AI in Production - From Hype to Practical SRE Applications

#podcast #sre #aiops #ml-reliability #human-augmentation

TL;DR / Abstract

Todd Underwood contrasts the unfulfilled hype of early AIOps with the practical reality of modern LLMs, which now serve as Human Augmentation tools for SREs (e.g., config generation, incident triage). He asserts that for any ML-powered service, the only meaningful reliability metric is Model Quality as an SLO.

Core Problem / Challenge

The failure of early "AIOps" to live up to its hype, often creating more operational toil instead of reducing it.
The difficulty of applying traditional SRE principles to ML systems. A model can be "up" according to health checks but still produce harmful, low-quality output, making standard metrics insufficient.
Navigating the "messy middle" of operational work: transitioning from manual configuration to directing AI-driven execution
Balancing market pressure for high-velocity model releases with responsibility for safety and reliability of highly-leveraged technologies

Key Solutions & Concepts Presented

Human Augmentation: Most practical current use of AI in operations is augmenting SRE capabilities, not full automation:
- First-draft generation for Terraform configs or Helm charts
- Incident triage assistance by suggesting relevant metrics/dashboards
- Conversational documentation interface using LLMs to query runbooks, postmortems, and design docs
Model Quality as an SLO: For ML-driven services, model output quality is the service's reliability. A fraud model flagging all transactions is equivalent to the payment service being down
ML - Citations and Trust: AI-driven operational tools must provide citations and deep links to source documents, allowing human operators to verify reasoning
ML - Responsible Scaling Policy: Proactive risk management framework tying model capabilities to required security/safety controls before release
Correlation for Fault Isolation: Simple diagnostic principle - single model degradation suggests model-specific issues; multiple simultaneous degradations point to systemic infrastructure failures

Memorable Quotes

"End to end model quality is the only SLO that people working on reliability for ML systems can have."

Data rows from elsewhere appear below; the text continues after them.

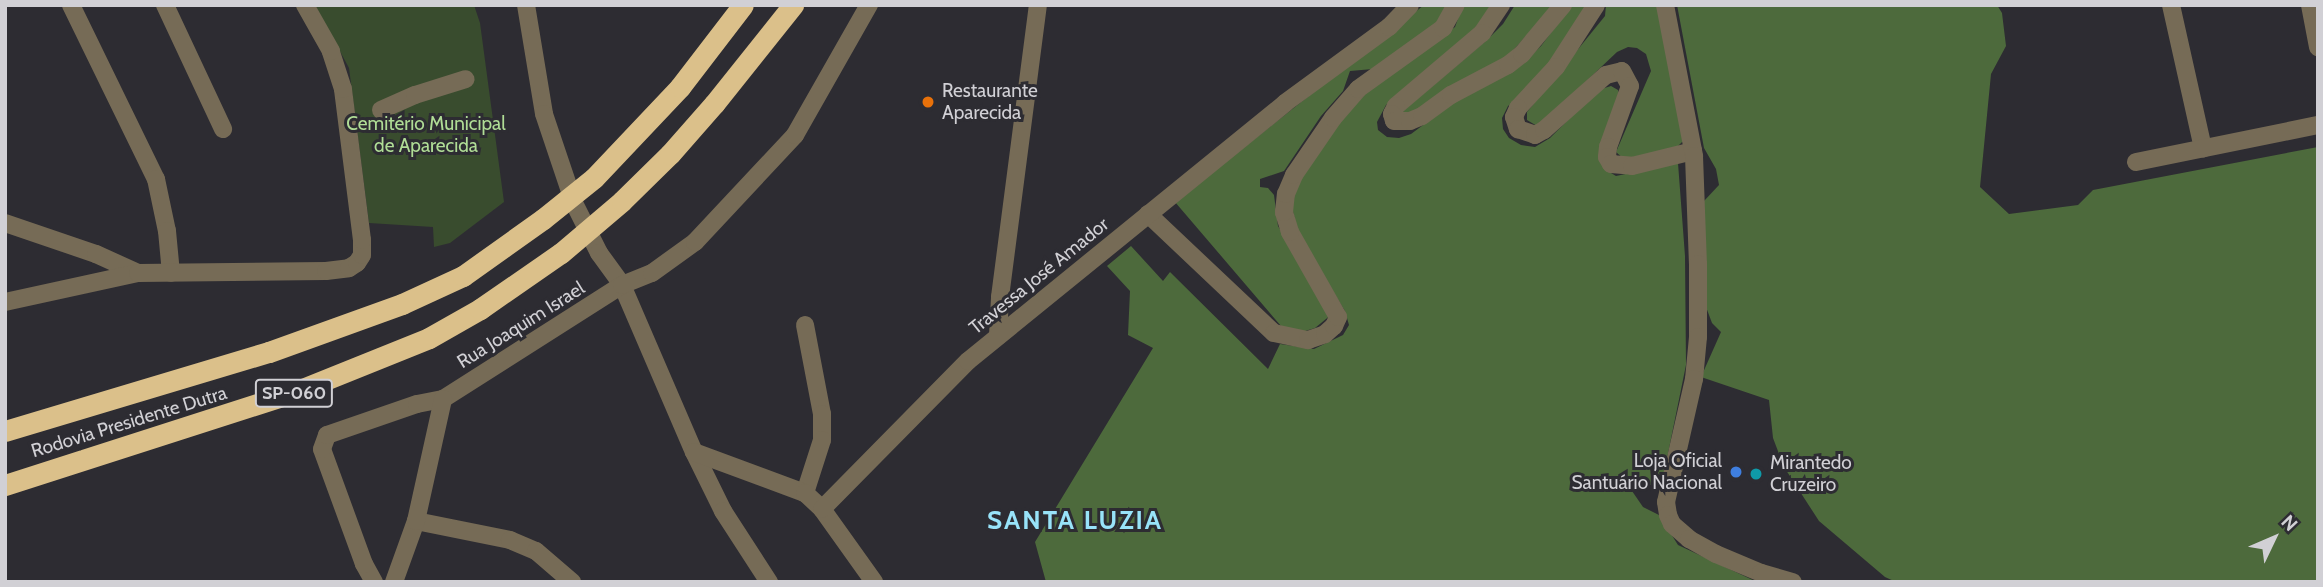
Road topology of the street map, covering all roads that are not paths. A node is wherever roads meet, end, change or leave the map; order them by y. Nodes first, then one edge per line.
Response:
1 (71, 5) edge
2 (165, 5) edge
3 (305, 5) edge
4 (526, 5) edge
5 (743, 5) edge
6 (793, 5) edge
7 (869, 5) edge
8 (1038, 5) edge
9 (1410, 5) edge
10 (1456, 5) edge
11 (1501, 5) edge
12 (1563, 5) edge
13 (1596, 5) edge
14 (1665, 5) edge
15 (2171, 5) edge
16 (2310, 5) edge
17 (2318, 47) edge
18 (466, 79) dead end
19 (381, 110) dead end
20 (2318, 125) edge
21 (223, 129) dead end
22 (2203, 148) junction
23 (1693, 151) junction
24 (2136, 162) dead end
25 (1148, 214) junction
26 (5, 223) edge
27 (138, 273) junction
28 (171, 273) junction
29 (622, 285) junction
30 (5, 302) edge
31 (805, 325) dead end
32 (998, 336) junction
33 (443, 399) junction
34 (5, 431) edge
35 (694, 452) junction
36 (5, 485) edge
37 (806, 493) junction
38 (822, 509) junction
39 (416, 521) junction
40 (374, 582) edge
41 (394, 582) edge
42 (572, 582) edge
43 (769, 582) edge
44 (874, 582) edge
45 (1793, 582) edge

1 - 28 street
2 - 21 street
3 - 28 street
4 - 29 street
5 - 34 highway, Rodovia Presidente Dutra / SP-060
6 - 36 highway, Rodovia Presidente Dutra / SP-060
7 - 29 street, Rua Joaquim Israel
8 - 32 street
9 - 25 street, Travessa José Amador
10 - 25 street
11 - 12 street
13 - 23 street
14 - 23 street
15 - 22 street
16 - 17 street
18 - 19 street
20 - 22 street
22 - 24 street
23 - 45 street
25 - 32 street, Travessa José Amador
26 - 27 street
27 - 28 street
27 - 30 street
29 - 33 street, Rua Joaquim Israel
29 - 35 street
31 - 37 street
32 - 38 street, Travessa José Amador
33 - 39 street
33 - 40 street, Rua Joaquim Israel
35 - 37 street
35 - 43 street
37 - 38 street
38 - 44 street
39 - 41 street
39 - 42 street

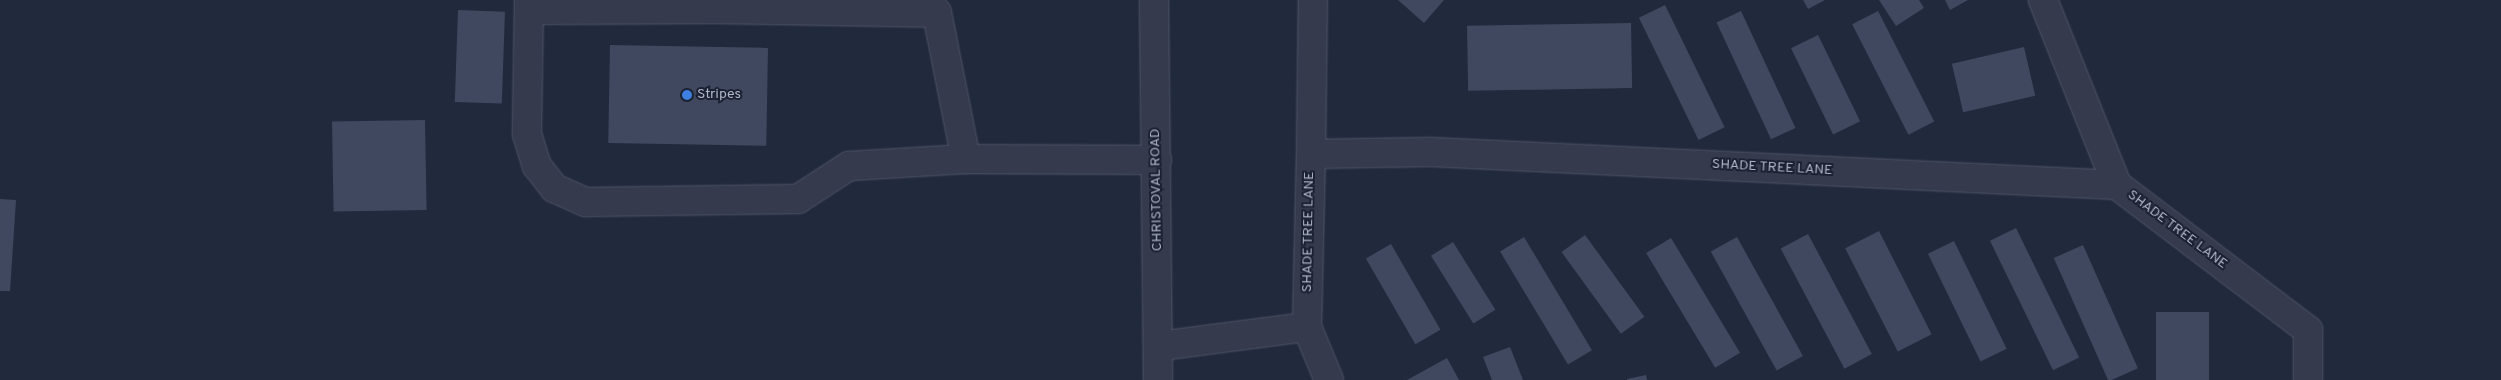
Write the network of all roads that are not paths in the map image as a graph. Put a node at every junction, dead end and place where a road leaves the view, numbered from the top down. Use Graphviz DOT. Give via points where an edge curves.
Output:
graph roads {
  1 [pos="1154,0"];
  2 [pos="1313,0"];
  3 [pos="2043,0"];
  4 [pos="627,4"];
  5 [pos="716,4"];
  6 [pos="529,5"];
  7 [pos="932,7"];
  8 [pos="1311,154"];
  9 [pos="966,159"];
  10 [pos="1157,160"];
  11 [pos="2117,185"];
  12 [pos="1306,327"];
  13 [pos="1160,346"];
  14 [pos="1158,380"];
  15 [pos="1329,380"];
  16 [pos="2308,380"];
  1 -- 10 [label="street, CHRISTOVAL ROAD"];
  2 -- 8 [label="street"];
  3 -- 11 [label="street"];
  4 -- 5 [label="street"];
  4 -- 6 [label="street"];
  5 -- 7 [label="street"];
  6 -- 9 [label="street" via="527,134 537,166 554,188 586,202 798,199 849,166"];
  7 -- 9 [label="street"];
  8 -- 11 [label="street, SHADE TREE LANE" via="1431,152"];
  8 -- 12 [label="street, SHADE TREE LANE"];
  9 -- 10 [label="street"];
  10 -- 13 [label="street, CHRISTOVAL ROAD"];
  11 -- 16 [label="street, SHADE TREE LANE" via="2308,330"];
  12 -- 13 [label="street"];
  12 -- 15 [label="street, SHADE TREE LANE"];
  13 -- 14 [label="street, CHRISTOVAL ROAD"];
}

"What is it like to do technical work in a world where the execution becomes less and less important but the architecture, and the purpose, and the design are still important?"

Connecting to My Existing Knowledge

The concept of Model Quality as an SLO directly extends the user-centric principles from Why MTTR is misleading and connects to the evolution of SRE practices discussed in Google - The Evolution of SRE. It forces a shift from measuring reliability by process health to actual user-perceived service quality.
The discussion on Human Augmentation parallels the automation maturity levels - we're at "driver assistance" rather than "full automation." This connects to the platform engineering approaches in Github - How we tackle platform problems where humans remain central to complex system management.
The Responsible Scaling Policy framework can be seen as a form of structured, proactive threat modeling for AI-specific risks, directly extending the reliability principles from Building Reliable Systems.
The emphasis on Citations and Trust aligns with the observability principles in Honeycomb - How Much Should I Be Spending On Observability - the need for transparent, debuggable systems where operators can trace decisions back to their sources.
Some of the challenges of managing ML models can be mitigated with System-Theoretic Accident Model and Processes - ML systems create complex control loops where traditional component-failure thinking breaks down. The "model producing harmful output while appearing healthy" problem is exactly the kind of hazard state STAMP was designed to analyze. STPA could proactively identify unsafe control actions in ML feedback loops, while CAST could help analyze incidents where model degradation went undetected.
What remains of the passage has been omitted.